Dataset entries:

== Segment start ==

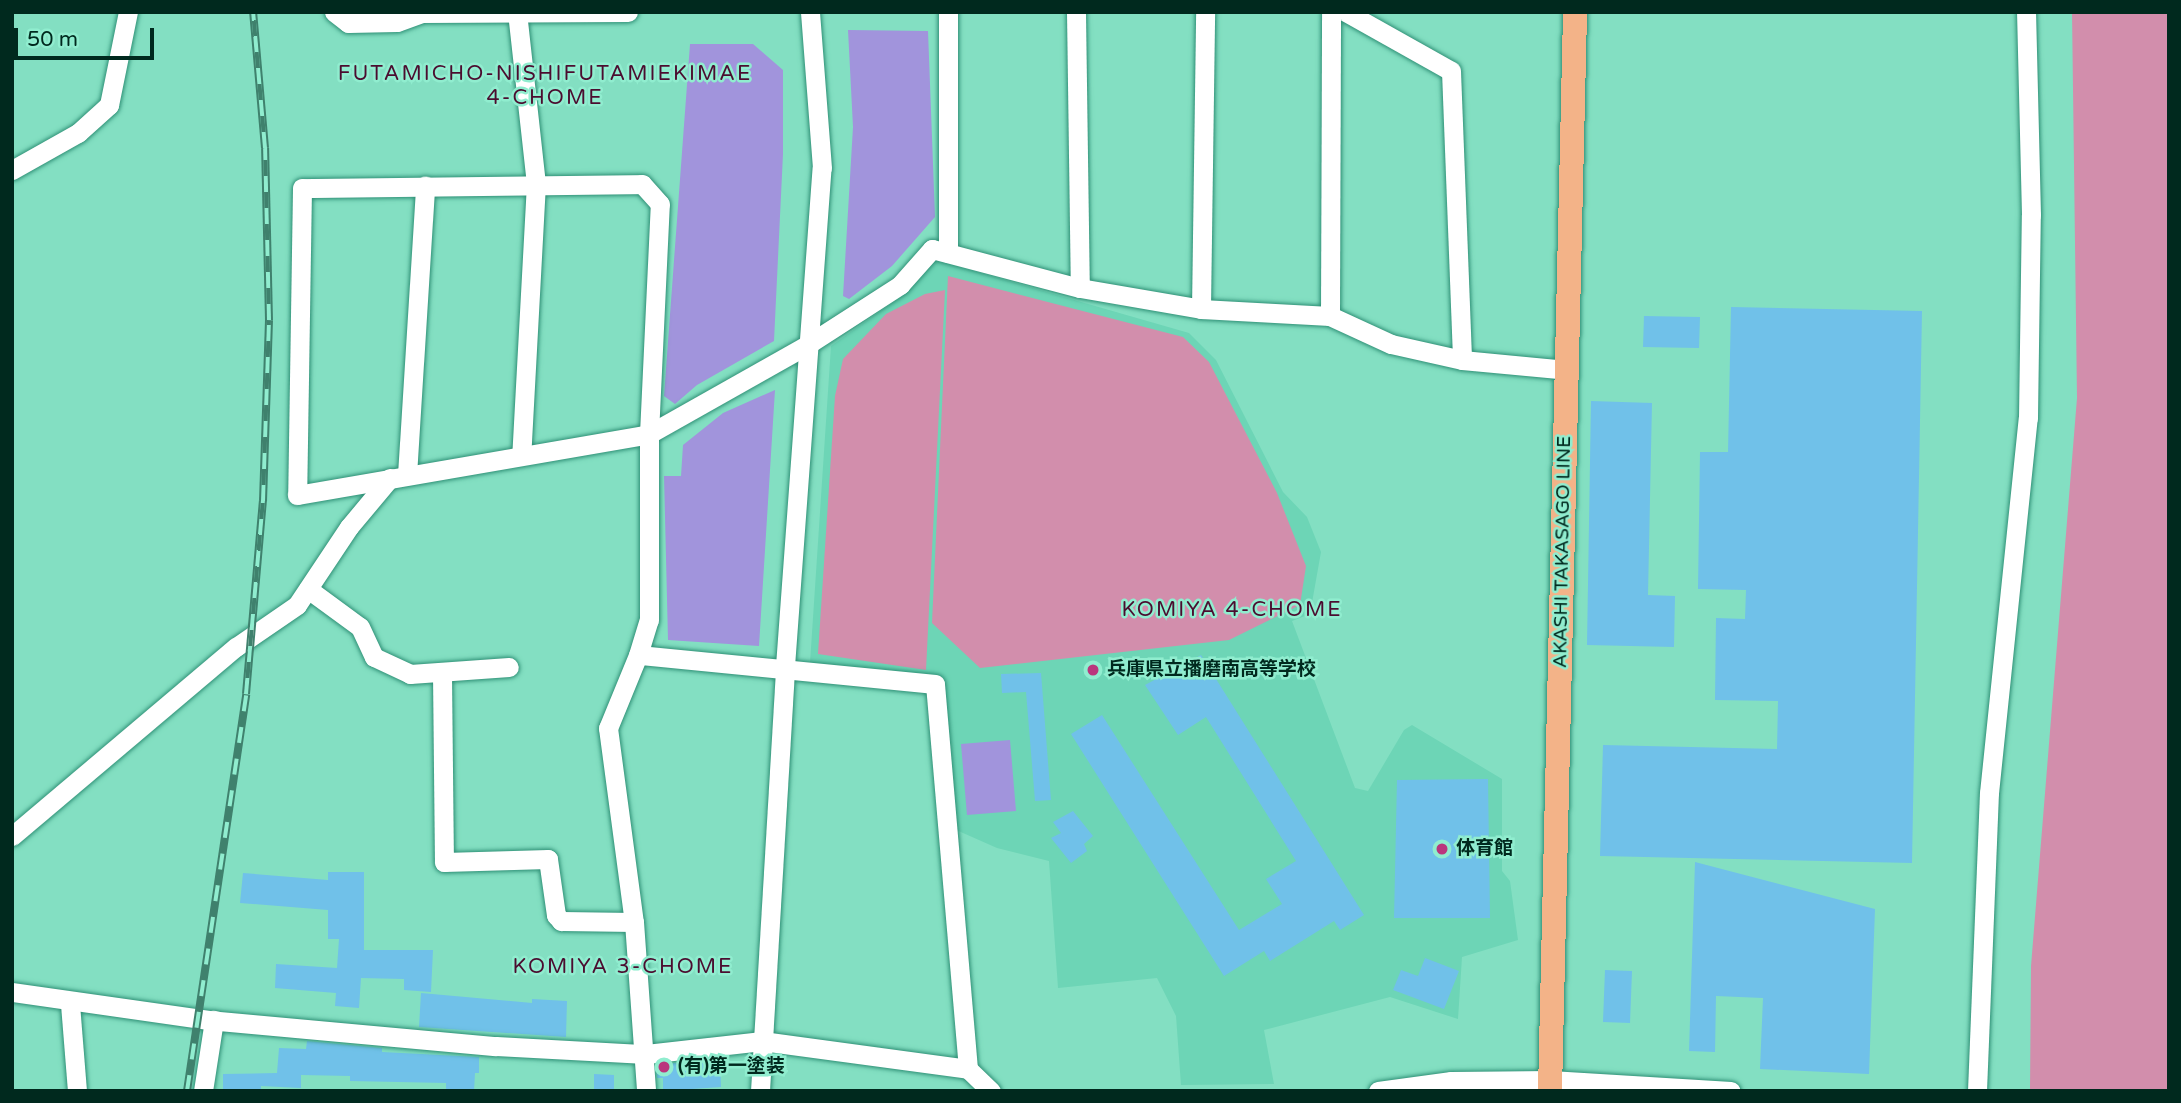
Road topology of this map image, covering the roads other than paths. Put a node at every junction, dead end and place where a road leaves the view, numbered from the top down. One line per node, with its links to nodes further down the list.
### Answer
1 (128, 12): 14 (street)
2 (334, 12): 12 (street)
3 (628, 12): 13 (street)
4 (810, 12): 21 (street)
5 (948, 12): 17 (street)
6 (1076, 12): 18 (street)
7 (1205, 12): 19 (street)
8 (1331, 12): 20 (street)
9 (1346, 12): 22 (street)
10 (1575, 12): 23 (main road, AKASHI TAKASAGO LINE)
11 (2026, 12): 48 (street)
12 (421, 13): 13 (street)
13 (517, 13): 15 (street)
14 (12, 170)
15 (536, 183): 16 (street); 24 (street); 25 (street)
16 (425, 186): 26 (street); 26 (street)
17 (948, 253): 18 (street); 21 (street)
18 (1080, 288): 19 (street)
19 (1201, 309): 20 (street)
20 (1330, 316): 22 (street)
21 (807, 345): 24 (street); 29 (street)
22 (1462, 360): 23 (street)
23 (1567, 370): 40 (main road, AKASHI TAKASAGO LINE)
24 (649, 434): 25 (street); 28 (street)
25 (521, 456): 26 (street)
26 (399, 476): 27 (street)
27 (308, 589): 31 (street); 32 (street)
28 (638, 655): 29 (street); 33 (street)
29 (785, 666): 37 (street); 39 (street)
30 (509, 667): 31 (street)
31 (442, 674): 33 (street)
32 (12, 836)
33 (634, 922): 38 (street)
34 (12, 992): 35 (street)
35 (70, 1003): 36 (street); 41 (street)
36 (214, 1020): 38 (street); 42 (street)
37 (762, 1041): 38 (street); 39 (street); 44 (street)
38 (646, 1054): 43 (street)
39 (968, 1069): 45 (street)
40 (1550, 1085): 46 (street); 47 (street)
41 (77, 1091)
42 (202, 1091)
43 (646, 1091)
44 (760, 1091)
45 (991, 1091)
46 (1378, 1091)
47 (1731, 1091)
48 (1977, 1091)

== Segment end ==

Because the pictures are not wanted, retype every record exactly without them.

Solution for this problem:
Road topology of this map image, covering the roads other than paths. Put a node at every junction, dead end and place where a road leaves the view, numbered from the top down. One line per node, with its links to nodes further down the list.
### Answer
1 (128, 12): 14 (street)
2 (334, 12): 12 (street)
3 (628, 12): 13 (street)
4 (810, 12): 21 (street)
5 (948, 12): 17 (street)
6 (1076, 12): 18 (street)
7 (1205, 12): 19 (street)
8 (1331, 12): 20 (street)
9 (1346, 12): 22 (street)
10 (1575, 12): 23 (main road, AKASHI TAKASAGO LINE)
11 (2026, 12): 48 (street)
12 (421, 13): 13 (street)
13 (517, 13): 15 (street)
14 (12, 170)
15 (536, 183): 16 (street); 24 (street); 25 (street)
16 (425, 186): 26 (street); 26 (street)
17 (948, 253): 18 (street); 21 (street)
18 (1080, 288): 19 (street)
19 (1201, 309): 20 (street)
20 (1330, 316): 22 (street)
21 (807, 345): 24 (street); 29 (street)
22 (1462, 360): 23 (street)
23 (1567, 370): 40 (main road, AKASHI TAKASAGO LINE)
24 (649, 434): 25 (street); 28 (street)
25 (521, 456): 26 (street)
26 (399, 476): 27 (street)
27 (308, 589): 31 (street); 32 (street)
28 (638, 655): 29 (street); 33 (street)
29 (785, 666): 37 (street); 39 (street)
30 (509, 667): 31 (street)
31 (442, 674): 33 (street)
32 (12, 836)
33 (634, 922): 38 (street)
34 (12, 992): 35 (street)
35 (70, 1003): 36 (street); 41 (street)
36 (214, 1020): 38 (street); 42 (street)
37 (762, 1041): 38 (street); 39 (street); 44 (street)
38 (646, 1054): 43 (street)
39 (968, 1069): 45 (street)
40 (1550, 1085): 46 (street); 47 (street)
41 (77, 1091)
42 (202, 1091)
43 (646, 1091)
44 (760, 1091)
45 (991, 1091)
46 (1378, 1091)
47 (1731, 1091)
48 (1977, 1091)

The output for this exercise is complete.